Appearance before the Standing Committee on Access to Information, Privacy and Ethics on Priorities for 2009-2010: Strengthening the Access to Information Act to Meet Today’s Imperatives

Ottawa

[2009-3-4]

(Check Against Delivery)

Opening Remarks

Thank you, Mr. Chairman. I’m delighted to be back among you today to tell you what my Office has been working on and outline our priorities for what I believe is going to be a very busy and eventful year for all of us.

With me today are Suzanne Legault, Assistant Commissioner, Policy, Communications and Operations, and Andrea Neill, Assistant Commissioner, Complaints Resolution and Compliance.

These are exciting times for access to information. There is a bill in the House of Commons and there is a recommendation from this Committee for the government to introduce a bill to modernize and strengthen the Access to Information Act by May 31 of this year. These recent developments tell me that we have reached a pivotal moment in the access to information regime.

I believe the Committee wanted to discuss the issue of resources as well as the measures I have put in place to significantly reduce our complaint backlog. I will discuss these issues in more details. I will also outline other issues that I believe require the Committee’s attention in the coming months.

I have distributed two documents, one that provides some background information about my Office, and another one that provides recommendations on modernizing the Act.

Improved Service Delivery

Last year, one of our priorities was to begin a renewal process to improve the effectiveness of our service delivery. This year, this work continued in full force and will remain a major priority for the Office this year.

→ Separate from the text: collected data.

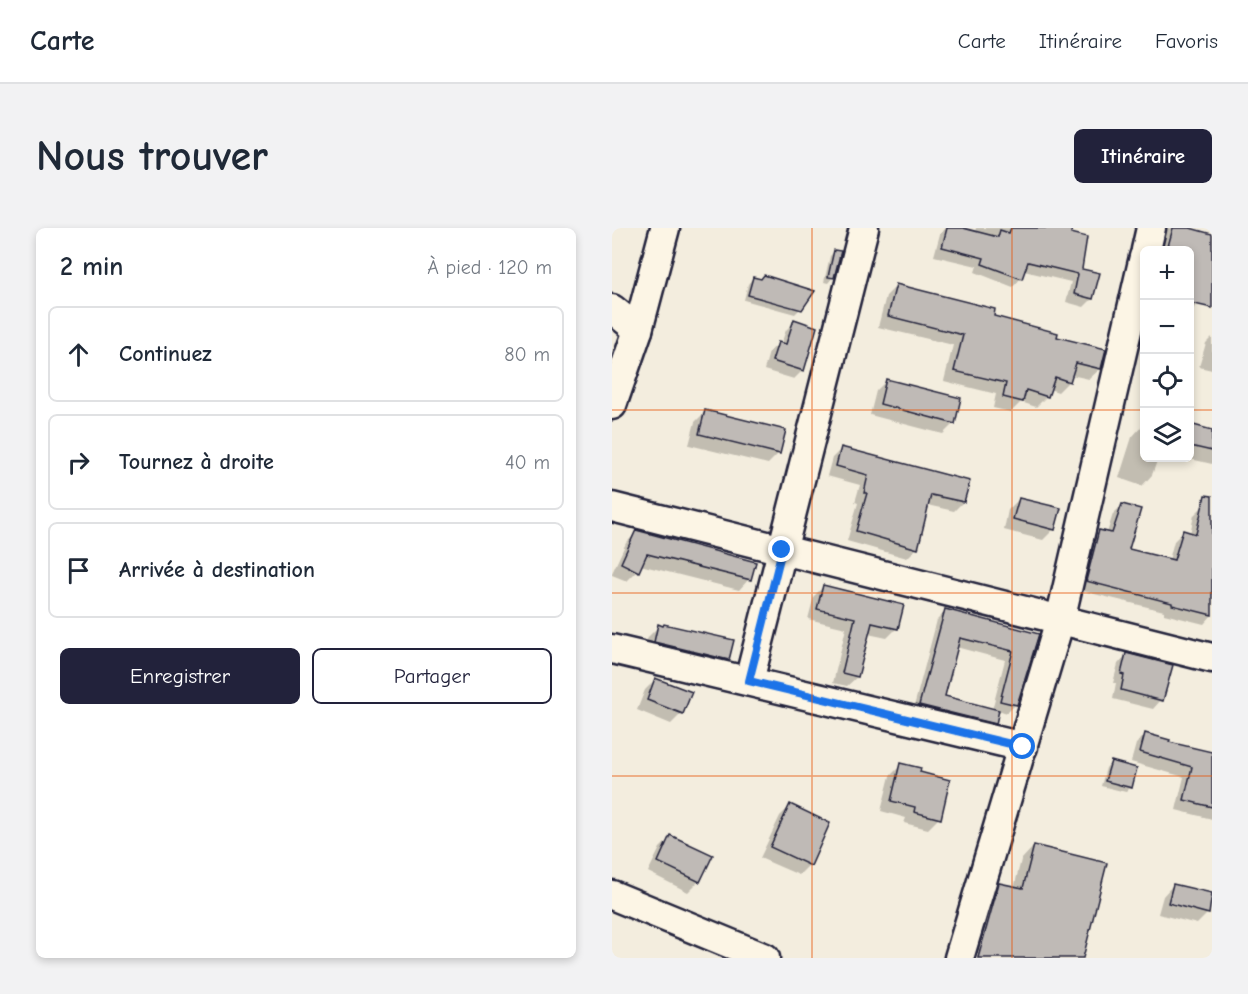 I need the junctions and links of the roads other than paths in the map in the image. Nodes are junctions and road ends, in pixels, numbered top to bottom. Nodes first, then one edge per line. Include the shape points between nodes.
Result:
1 (665, 228) edge
2 (864, 228) edge
3 (1151, 228) edge
4 (1147, 246) edge
5 (1140, 274) edge
6 (612, 309) edge
7 (638, 330) junction
8 (612, 405) edge
9 (612, 507) edge
10 (782, 550) junction
11 (1060, 620) junction
12 (612, 649) edge
13 (1212, 658) edge
14 (749, 681) junction
15 (1023, 747) junction
16 (612, 895) edge
17 (765, 958) edge
18 (960, 958) edge

1 - 7 street
2 - 10 street
3 - 4 street
5 - 11 street
6 - 7 street
7 - 8 street
9 - 10 street
10 - 11 street
10 - 14 street
11 - 13 street
11 - 15 street
12 - 14 street
14 - 15 street
15 - 18 street
16 - 17 street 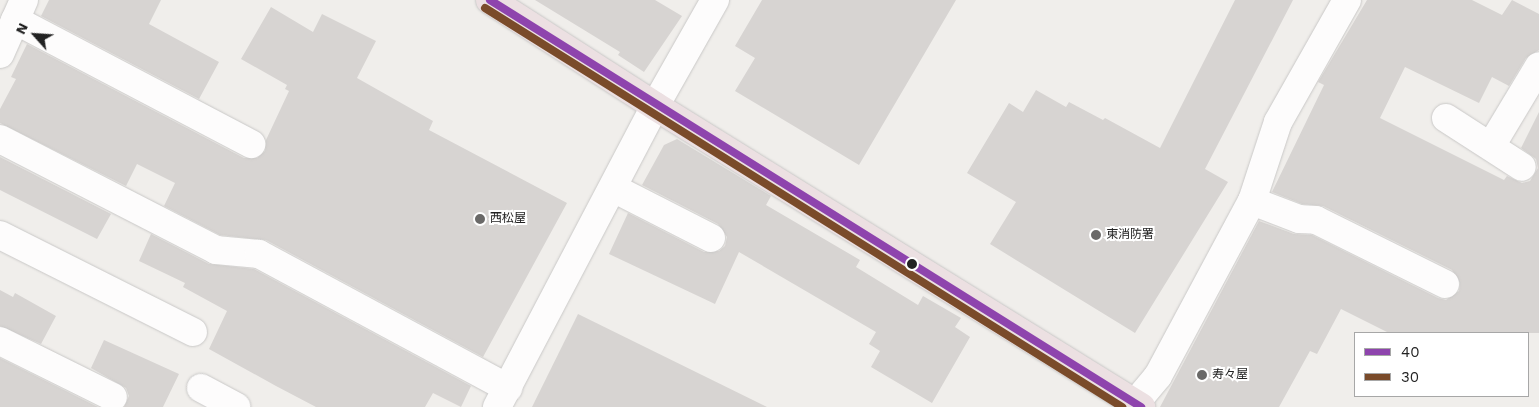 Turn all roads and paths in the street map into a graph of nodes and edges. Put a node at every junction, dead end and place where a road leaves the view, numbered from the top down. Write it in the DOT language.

In 07-08, we saw the number of complaints we receive increase by 81%. As a result, our backlog has continued to grow. Needless to say, the situation has become critical.

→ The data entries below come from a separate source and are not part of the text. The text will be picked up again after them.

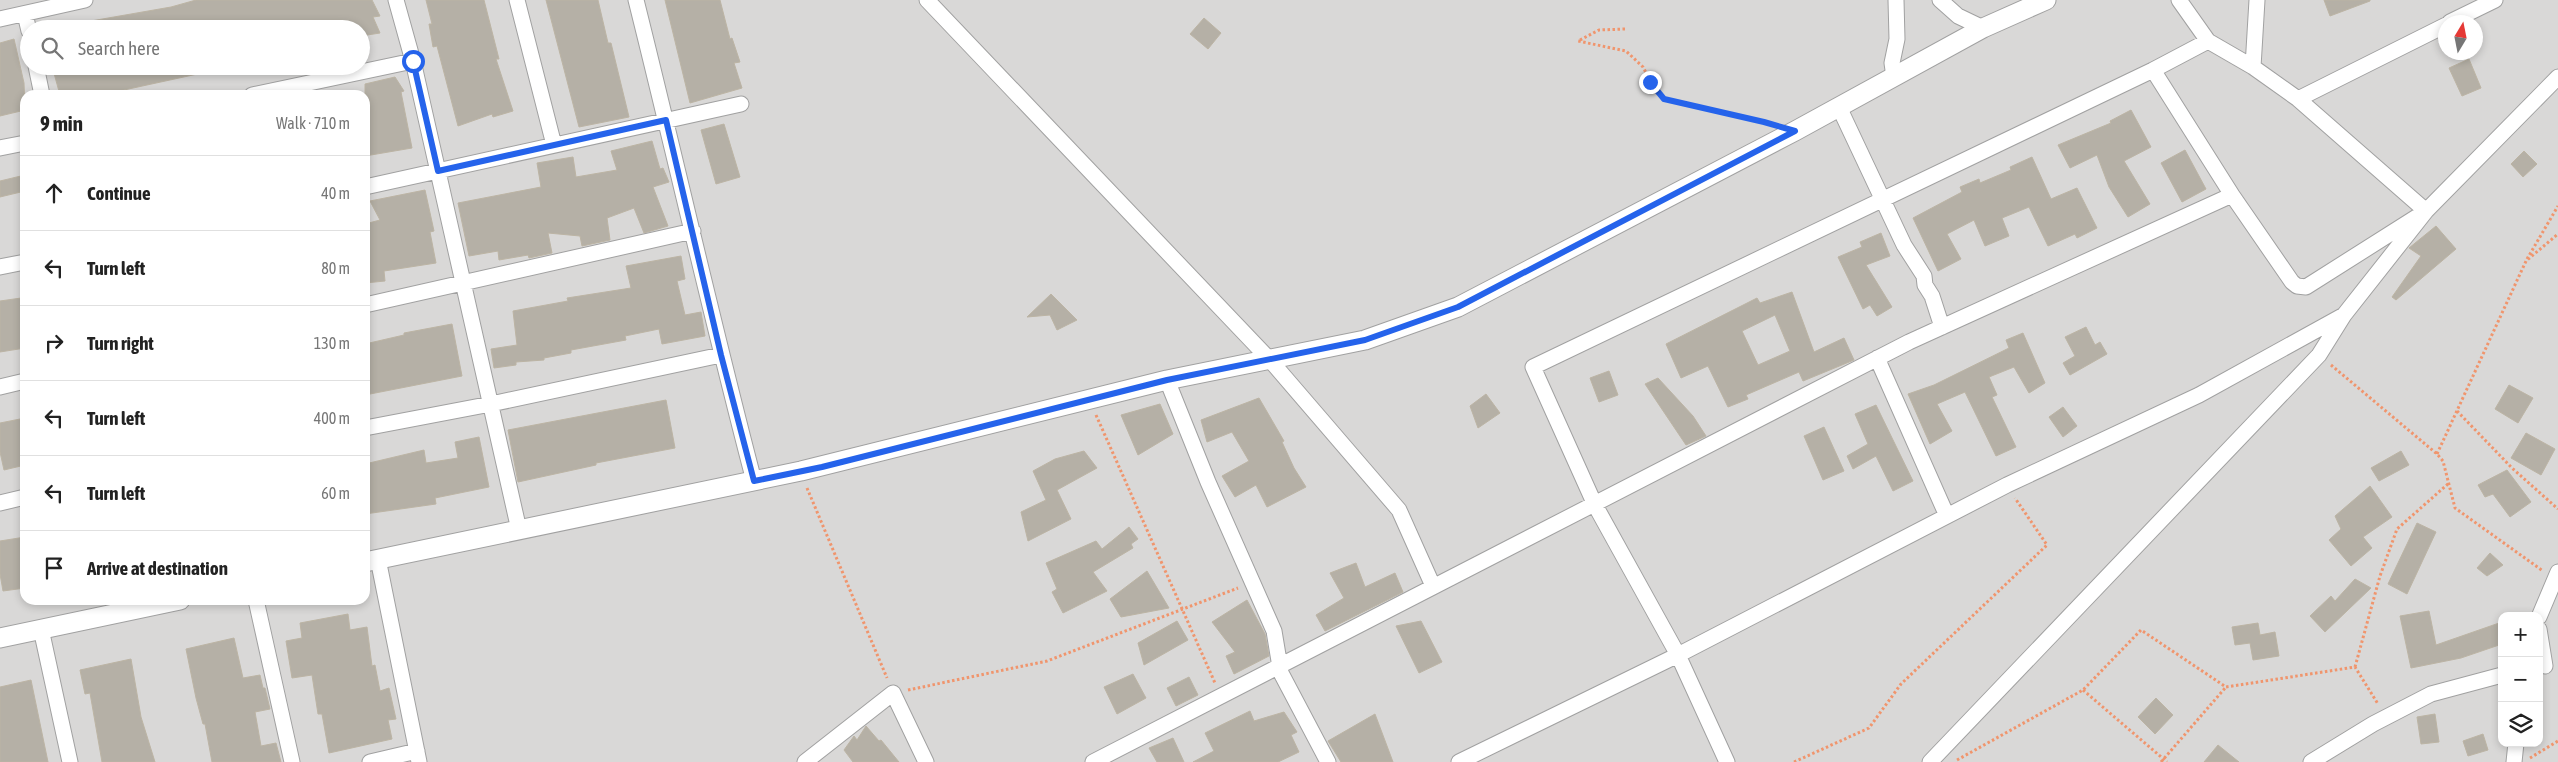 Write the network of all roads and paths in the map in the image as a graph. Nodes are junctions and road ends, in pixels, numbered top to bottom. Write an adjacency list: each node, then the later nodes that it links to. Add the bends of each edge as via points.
1 (85, 0): 12 (street)
2 (396, 0): 20 (street)
3 (518, 0): 36 (street)
4 (636, 0): 33 (street)
5 (927, 0): 56 (street)
6 (1896, 0): 27 (street)
7 (1940, 0): 16 (street, via 1958,16)
8 (2046, 0): 16 (street)
9 (2179, 0): 19 (street)
10 (2256, 0): 21 (street)
11 (2495, 0): 13 (street)
12 (25, 14): 14 (street); 15 (street)
13 (2464, 15)
14 (0, 19)
15 (26, 20)
16 (1983, 28): 27 (street)
17 (1625, 29): 34 (path, via 1599,30 1578,41 1626,50 1643,67 1664,99)
18 (2438, 29): 30 (street)
19 (2208, 41): 21 (street); 23 (street)
20 (413, 61): 22 (street); 38 (street)
21 (2253, 67): 30 (street)
22 (370, 70)
23 (2152, 70): 40 (street); 41 (street)
24 (38, 75): 28 (street)
25 (347, 75): 29 (street)
26 (2558, 76): 43 (street)
27 (1894, 77): 32 (street)
28 (41, 90)
29 (276, 90)
30 (2298, 99): 43 (street)
31 (741, 104): 33 (street)
32 (1839, 107): 34 (street); 41 (street)
33 (666, 120): 36 (street); 44 (street)
34 (1795, 131): 56 (street, via 1458,307 1365,340)
35 (20, 144): 37 (street)
36 (554, 145): 38 (street)
37 (0, 148)
38 (438, 171): 39 (street); 49 (street)
39 (370, 186)
40 (2232, 195): 43 (street, via 2292,282 2306,287); 52 (street)
41 (1883, 199): 52 (street, via 1904,245 1924,276); 71 (street, via 1533,367)
42 (2558, 206): 46 (path)
43 (2426, 211): 51 (street)
44 (693, 231): 49 (street); 53 (street)
45 (2558, 234): 46 (path)
46 (2526, 261): 62 (path)
47 (20, 263): 48 (street)
48 (0, 267)
49 (464, 282): 50 (street); 61 (street)
50 (370, 304)
51 (2344, 316): 54 (street); 68 (street, via 2199,395)
52 (1942, 326): 55 (street)
53 (721, 355): 61 (street); 66 (street)
54 (2319, 355): 64 (path); 110 (street)
55 (1877, 358): 71 (street); 73 (street)
56 (1270, 360): 57 (street); 78 (street, via 1399,510)
57 (1167, 380): 60 (street); 77 (street)
58 (20, 382): 59 (street)
59 (0, 387)
60 (1089, 400): 65 (street); 81 (path)
61 (491, 404): 63 (street); 74 (street)
62 (2457, 411): 64 (path); 72 (path, via 2512,468)
63 (370, 427)
64 (2437, 454): 67 (path, via 2443,461)
65 (800, 471): 66 (street); 93 (path)
66 (754, 481): 74 (street)
67 (2449, 483): 76 (path, via 2455,508); 89 (path, via 2397,529 2380,576)
68 (2007, 485): 73 (street); 109 (path, via 2046,545 1901,684 1869,728)
69 (20, 498): 70 (street)
70 (0, 503)
71 (1594, 504): 78 (street); 86 (street)
72 (2558, 509)
73 (1947, 516): 86 (street)
74 (519, 530): 75 (street)
75 (372, 560): 98 (street)
76 (2556, 576): 82 (street)
77 (1252, 582): 81 (path); 87 (street, via 1274,631)
78 (1433, 586): 87 (street)
79 (146, 605): 83 (street)
80 (257, 605): 101 (street)
81 (1182, 609): 93 (path, via 1047,661); 94 (path)
82 (2541, 612)
83 (41, 629): 84 (street); 100 (street)
84 (0, 638)
85 (2543, 648): 88 (street)
86 (1678, 656): 107 (street); 108 (street)
87 (1280, 664): 94 (street); 106 (street, via 1281,673)
88 (2547, 666)
89 (2355, 667): 91 (path); 95 (path)
90 (2498, 676): 95 (street, via 2431,694)
91 (2226, 687): 92 (path, via 2141,630); 99 (path)
92 (2082, 690): 99 (path); 111 (path)
93 (893, 693): 103 (street); 104 (street)
94 (1220, 695): 105 (street)
95 (2386, 717): 112 (street)
96 (2558, 741): 114 (path)
97 (2516, 747): 113 (street)
98 (418, 757): 102 (street)
99 (2164, 761)
100 (70, 762)
101 (292, 762)
102 (370, 762)
103 (805, 762)
104 (926, 762)
105 (1093, 762)
106 (1328, 762)
107 (1459, 762)
108 (1727, 762)
109 (1794, 762)
110 (1930, 762)
111 (1953, 762)
112 (2311, 762)
113 (2514, 762)
114 (2524, 762)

In order to reduce this historical backlog and conduct more timely investigations, we have introduced some new initiatives to strengthen and streamline the complaint-handling process, and better manage our workload. These include the creation of an Intake and Early Resolution Unit as a pilot project and a new separate team that is focused on tackling all of our older cases. Our goal continues to be to eliminate or significantly reduce the current backlog by the end of next year. We also want to prevent the recurrence of a backlog.

I’m happy to report that, already, we are seeing promising improvements in our complaint-handling process and response time. But I will be in a better position to attest to this at the end of the fiscal year as some measures have been put in place only recently.

We will continue to test our new workload management model and make the necessary adjustments to keep us on track.

Report Cards

Mr. Chairman, the last time I was here, I indicated that one of our priorities was to review our approach to Report Cards to ensure that contextual elements that may affect the performance of selected institutions are taken into account.

This year, we have come up with a new process that allowed us to examine the performance of institutions and provide a broader picture of institutional compliance with the Act.

As I’m sure you’re aware, a few days ago, I have tabled my special report on the performance of federal institutions to Parliament. The results provide a grim picture of the federal government’s access to information regime.

The most significant finding indicates that requesters are right to be frustrated with the system. The 30-day period has indeed become the exception rather than the norm and this is just not acceptable.

The prevalence of extensions and consultation requests has significantly slowed down the treatment of requests, to the point that some institutions take an average of 120 days to respond to requesters.

As I have publicly stated, these are systemic problems. It's not just a departmental performance issue. I firmly believe that central agencies such as Treasury Board Secretariat have to exercise leadership and provide federal government departments with the resources they need to fulfil their obligations under the Act.

I fundamentally believe that Canada needs a better compliance model for access to information with adequate performance incentives. As this Committee has stated on numerous occasions, the need to modernize the legislative framework is urgent.

Legislative Reform

The roundtable discussions held under the auspices of my OIC on the reform of the Access to Information Act last June demonstrated that the modernization of the ATIA is a priority for all.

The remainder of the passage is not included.